Task directions: Skipping each picture, output the entries exactly as they stand below.
++++ Records ++++
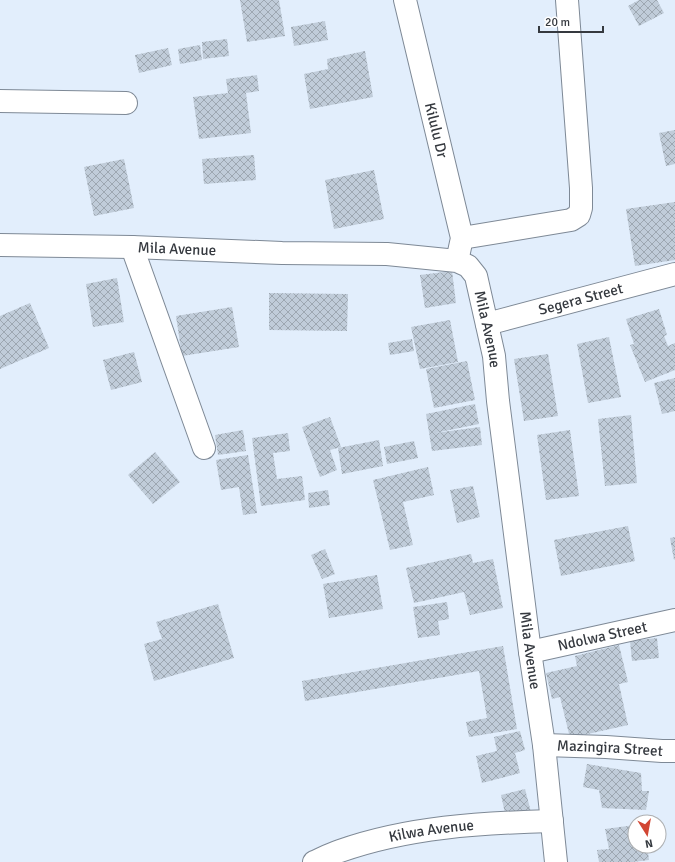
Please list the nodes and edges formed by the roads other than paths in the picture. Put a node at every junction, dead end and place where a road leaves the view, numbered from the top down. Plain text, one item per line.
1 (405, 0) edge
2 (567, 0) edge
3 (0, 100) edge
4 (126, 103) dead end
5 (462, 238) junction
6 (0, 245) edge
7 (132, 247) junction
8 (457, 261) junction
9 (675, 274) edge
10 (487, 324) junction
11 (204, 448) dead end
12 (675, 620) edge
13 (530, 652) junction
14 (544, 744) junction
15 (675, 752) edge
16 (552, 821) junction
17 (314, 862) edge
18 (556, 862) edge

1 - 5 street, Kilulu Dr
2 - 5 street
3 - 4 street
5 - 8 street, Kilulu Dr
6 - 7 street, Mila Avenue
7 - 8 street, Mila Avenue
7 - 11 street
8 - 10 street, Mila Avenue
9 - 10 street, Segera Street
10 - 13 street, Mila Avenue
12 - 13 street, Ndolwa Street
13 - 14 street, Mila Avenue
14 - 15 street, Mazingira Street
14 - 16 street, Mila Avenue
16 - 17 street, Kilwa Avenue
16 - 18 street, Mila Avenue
++++
Result of this task:
Please list the nodes and edges formed by the roads other than paths in the picture. Put a node at every junction, dead end and place where a road leaves the view, numbered from the top down. Plain text, one item per line.
1 (405, 0) edge
2 (567, 0) edge
3 (0, 100) edge
4 (126, 103) dead end
5 (462, 238) junction
6 (0, 245) edge
7 (132, 247) junction
8 (457, 261) junction
9 (675, 274) edge
10 (487, 324) junction
11 (204, 448) dead end
12 (675, 620) edge
13 (530, 652) junction
14 (544, 744) junction
15 (675, 752) edge
16 (552, 821) junction
17 (314, 862) edge
18 (556, 862) edge

1 - 5 street, Kilulu Dr
2 - 5 street
3 - 4 street
5 - 8 street, Kilulu Dr
6 - 7 street, Mila Avenue
7 - 8 street, Mila Avenue
7 - 11 street
8 - 10 street, Mila Avenue
9 - 10 street, Segera Street
10 - 13 street, Mila Avenue
12 - 13 street, Ndolwa Street
13 - 14 street, Mila Avenue
14 - 15 street, Mazingira Street
14 - 16 street, Mila Avenue
16 - 17 street, Kilwa Avenue
16 - 18 street, Mila Avenue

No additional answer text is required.